Source data
☆ ☆ ☆ ☆

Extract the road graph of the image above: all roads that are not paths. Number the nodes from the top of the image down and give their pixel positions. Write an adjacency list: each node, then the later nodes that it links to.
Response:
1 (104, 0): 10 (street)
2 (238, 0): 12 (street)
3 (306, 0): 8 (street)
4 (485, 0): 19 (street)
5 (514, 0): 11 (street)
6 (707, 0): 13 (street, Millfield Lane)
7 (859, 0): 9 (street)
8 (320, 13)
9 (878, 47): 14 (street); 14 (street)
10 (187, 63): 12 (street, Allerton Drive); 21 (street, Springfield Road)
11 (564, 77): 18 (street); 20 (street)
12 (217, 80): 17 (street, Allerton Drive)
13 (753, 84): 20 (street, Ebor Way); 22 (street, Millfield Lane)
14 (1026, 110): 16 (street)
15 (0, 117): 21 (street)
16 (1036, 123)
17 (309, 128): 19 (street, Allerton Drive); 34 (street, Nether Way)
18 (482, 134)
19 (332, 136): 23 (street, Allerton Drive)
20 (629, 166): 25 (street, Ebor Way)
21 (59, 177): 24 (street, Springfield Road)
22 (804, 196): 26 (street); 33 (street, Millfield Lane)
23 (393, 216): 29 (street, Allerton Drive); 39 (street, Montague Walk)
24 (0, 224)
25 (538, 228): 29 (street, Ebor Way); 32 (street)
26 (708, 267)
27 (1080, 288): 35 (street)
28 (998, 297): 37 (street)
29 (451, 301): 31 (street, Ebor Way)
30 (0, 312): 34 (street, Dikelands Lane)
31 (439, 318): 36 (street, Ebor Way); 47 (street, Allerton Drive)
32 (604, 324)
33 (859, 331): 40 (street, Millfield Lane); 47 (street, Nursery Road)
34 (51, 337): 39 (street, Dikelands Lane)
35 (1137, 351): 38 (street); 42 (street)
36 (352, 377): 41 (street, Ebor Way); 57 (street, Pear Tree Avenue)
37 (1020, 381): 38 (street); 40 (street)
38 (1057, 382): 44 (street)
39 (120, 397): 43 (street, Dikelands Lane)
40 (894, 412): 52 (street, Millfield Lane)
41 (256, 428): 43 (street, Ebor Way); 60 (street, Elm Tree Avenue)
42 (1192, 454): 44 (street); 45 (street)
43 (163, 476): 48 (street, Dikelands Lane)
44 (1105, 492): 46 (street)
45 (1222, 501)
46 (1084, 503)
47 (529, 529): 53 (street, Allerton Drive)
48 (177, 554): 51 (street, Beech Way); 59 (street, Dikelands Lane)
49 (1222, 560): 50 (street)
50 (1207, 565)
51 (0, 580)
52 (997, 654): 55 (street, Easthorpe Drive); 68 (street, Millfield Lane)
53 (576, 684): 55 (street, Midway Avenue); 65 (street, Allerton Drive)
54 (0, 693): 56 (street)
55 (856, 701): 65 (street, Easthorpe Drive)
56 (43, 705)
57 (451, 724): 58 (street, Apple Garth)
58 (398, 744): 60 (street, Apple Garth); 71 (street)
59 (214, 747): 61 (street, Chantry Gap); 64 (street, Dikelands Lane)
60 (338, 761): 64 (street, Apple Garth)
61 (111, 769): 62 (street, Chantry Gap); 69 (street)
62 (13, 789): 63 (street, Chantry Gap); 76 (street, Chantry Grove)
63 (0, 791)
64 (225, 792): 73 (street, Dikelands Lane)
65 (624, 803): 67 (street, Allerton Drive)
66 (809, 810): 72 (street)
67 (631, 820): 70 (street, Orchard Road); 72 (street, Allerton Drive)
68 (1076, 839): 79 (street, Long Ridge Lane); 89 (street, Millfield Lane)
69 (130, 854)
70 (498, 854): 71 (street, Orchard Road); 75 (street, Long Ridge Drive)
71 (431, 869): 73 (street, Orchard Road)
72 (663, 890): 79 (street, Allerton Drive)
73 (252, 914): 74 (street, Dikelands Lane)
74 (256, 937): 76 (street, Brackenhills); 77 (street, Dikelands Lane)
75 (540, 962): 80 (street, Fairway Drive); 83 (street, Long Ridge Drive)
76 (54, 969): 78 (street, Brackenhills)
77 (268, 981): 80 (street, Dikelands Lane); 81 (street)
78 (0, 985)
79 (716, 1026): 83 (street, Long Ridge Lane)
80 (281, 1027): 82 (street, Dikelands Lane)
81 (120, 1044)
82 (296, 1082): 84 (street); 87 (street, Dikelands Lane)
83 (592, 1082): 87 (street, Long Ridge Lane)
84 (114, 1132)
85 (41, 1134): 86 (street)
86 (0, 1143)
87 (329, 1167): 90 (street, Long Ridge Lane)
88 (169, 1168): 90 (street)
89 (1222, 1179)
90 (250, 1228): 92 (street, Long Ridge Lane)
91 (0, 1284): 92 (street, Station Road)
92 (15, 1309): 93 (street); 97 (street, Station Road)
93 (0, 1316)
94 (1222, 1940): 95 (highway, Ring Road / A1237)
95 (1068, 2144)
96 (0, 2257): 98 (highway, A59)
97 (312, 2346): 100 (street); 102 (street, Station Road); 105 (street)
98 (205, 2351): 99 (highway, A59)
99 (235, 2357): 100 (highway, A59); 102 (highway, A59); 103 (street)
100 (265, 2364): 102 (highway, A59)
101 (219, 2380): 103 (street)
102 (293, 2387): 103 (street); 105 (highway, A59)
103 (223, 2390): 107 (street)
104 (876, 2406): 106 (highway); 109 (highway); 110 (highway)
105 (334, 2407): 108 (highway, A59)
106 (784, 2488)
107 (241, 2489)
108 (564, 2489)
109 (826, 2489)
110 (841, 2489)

☆ ☆ ☆ ☆

INSTRUCTIONS TO FOLLOW
A count is needed of the lines in this data that contain "Ridge"; give the number and no other text.

OUTPUT FOR THIS TASK
7